Background Airway remodeling is one of the most important pathological features of chronic asthma. This study aimed to determine whether microRNA-221 (hereafter, miR-221) can affect airway remodeling in a mouse model of ovalbumin (OVA)-induced chronic asthma. Methods Adeno-associated viruses (AAVs) "Bearing miR-221 sponges" were used to downregulate miR-221 in asthmatic mice. Staining with hematoxylin and eosin (H&E), Masson trichrome, and periodic acid-Schiff reagent was used to assess histological changes. The affected signaling pathway in mouse airway smooth muscle cells (ASMCs) was also identified by gene chip technology. A PI3K/AKT-inhibitor (LY294002) was used to confirm the role of the pathway in ASMCs.

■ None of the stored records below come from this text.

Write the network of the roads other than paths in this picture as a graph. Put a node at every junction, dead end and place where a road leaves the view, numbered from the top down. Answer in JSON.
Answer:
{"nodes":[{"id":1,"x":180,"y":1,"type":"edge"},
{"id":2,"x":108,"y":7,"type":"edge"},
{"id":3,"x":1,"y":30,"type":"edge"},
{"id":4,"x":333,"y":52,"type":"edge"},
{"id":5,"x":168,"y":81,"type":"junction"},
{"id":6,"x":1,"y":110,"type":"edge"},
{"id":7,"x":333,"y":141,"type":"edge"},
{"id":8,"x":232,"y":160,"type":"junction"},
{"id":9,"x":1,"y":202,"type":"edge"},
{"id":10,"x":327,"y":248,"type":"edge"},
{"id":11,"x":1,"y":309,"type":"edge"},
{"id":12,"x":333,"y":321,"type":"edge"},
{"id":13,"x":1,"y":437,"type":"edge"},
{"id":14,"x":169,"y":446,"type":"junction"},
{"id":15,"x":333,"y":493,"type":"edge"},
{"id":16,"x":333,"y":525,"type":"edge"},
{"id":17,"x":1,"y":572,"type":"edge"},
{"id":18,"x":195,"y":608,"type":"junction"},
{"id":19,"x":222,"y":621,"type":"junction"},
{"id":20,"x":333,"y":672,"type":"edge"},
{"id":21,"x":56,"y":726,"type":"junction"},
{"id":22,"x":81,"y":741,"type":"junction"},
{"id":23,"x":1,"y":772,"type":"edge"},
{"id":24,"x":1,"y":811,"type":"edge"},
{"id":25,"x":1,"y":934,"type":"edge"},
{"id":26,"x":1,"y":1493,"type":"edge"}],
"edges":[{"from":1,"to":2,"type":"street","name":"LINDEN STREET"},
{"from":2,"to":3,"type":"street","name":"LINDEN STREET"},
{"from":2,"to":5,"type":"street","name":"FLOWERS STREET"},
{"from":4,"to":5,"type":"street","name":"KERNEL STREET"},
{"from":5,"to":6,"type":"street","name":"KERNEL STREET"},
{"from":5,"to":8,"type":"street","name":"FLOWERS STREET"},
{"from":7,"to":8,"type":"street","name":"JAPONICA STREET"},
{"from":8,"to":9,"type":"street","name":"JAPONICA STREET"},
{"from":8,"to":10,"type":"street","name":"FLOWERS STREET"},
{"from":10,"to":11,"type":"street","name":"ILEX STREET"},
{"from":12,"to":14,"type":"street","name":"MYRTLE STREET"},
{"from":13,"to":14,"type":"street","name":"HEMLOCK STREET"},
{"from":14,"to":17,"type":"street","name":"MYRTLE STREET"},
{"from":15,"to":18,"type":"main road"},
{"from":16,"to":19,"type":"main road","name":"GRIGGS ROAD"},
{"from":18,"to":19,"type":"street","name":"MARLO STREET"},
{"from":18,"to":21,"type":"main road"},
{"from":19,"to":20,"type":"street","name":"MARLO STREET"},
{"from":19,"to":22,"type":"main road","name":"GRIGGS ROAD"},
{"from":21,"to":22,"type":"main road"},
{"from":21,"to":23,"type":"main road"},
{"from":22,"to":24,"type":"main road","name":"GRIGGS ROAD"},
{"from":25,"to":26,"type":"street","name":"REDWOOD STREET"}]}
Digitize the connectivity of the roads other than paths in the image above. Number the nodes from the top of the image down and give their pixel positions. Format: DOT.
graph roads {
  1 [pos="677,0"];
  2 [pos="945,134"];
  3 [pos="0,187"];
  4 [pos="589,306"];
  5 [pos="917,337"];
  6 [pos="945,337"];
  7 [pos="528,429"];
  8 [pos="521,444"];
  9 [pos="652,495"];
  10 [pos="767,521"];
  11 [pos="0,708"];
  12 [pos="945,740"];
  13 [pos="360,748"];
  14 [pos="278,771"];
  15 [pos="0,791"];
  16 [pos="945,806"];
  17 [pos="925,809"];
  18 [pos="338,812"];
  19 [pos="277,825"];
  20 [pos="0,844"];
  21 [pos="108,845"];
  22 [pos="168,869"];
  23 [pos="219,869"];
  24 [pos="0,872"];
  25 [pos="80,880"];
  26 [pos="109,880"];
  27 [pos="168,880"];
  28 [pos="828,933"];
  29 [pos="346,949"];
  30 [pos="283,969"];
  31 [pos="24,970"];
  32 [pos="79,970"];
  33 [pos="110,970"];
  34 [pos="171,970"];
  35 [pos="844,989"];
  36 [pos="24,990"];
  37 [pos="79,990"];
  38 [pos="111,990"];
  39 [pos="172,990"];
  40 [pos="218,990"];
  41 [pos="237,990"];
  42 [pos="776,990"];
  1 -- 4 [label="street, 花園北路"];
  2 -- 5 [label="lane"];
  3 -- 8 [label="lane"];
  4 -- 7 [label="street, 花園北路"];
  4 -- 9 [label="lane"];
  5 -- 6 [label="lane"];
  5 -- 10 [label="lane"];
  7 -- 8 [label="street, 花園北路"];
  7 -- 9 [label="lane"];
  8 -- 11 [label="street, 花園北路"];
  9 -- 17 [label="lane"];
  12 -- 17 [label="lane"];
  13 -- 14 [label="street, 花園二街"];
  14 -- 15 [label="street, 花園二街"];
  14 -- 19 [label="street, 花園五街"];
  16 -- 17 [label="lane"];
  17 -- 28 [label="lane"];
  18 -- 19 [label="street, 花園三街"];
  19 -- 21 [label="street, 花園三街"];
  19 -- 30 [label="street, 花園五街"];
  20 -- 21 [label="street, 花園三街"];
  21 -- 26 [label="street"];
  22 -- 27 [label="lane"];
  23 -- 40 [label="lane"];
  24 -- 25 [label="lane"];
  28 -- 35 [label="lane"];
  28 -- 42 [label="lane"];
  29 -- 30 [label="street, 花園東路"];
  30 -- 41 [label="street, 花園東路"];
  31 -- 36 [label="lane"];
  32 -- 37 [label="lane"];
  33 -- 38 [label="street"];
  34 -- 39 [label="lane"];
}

Results The inhibition of miR-221 in a murine asthma model was found to reduce airway hyper-responsiveness, mucus metaplasia, airway inflammation, and airway remodeling (p< 0.05). Furthermore, miR-221 was found to regulate collagen deposition in the extracellular matrix (ECM) of ASMCs. Bioinformatics analysis and western blot analysis confirmed that the PI3K-AKT pathway was involved in ECM deposition in ASMCs. Conclusion miR-221 might play a crucial role in the mechanism of remodeling via the PI3K/AKT pathway in chronic asthma and it could be considered as a potential target for developing therapeutic strategies.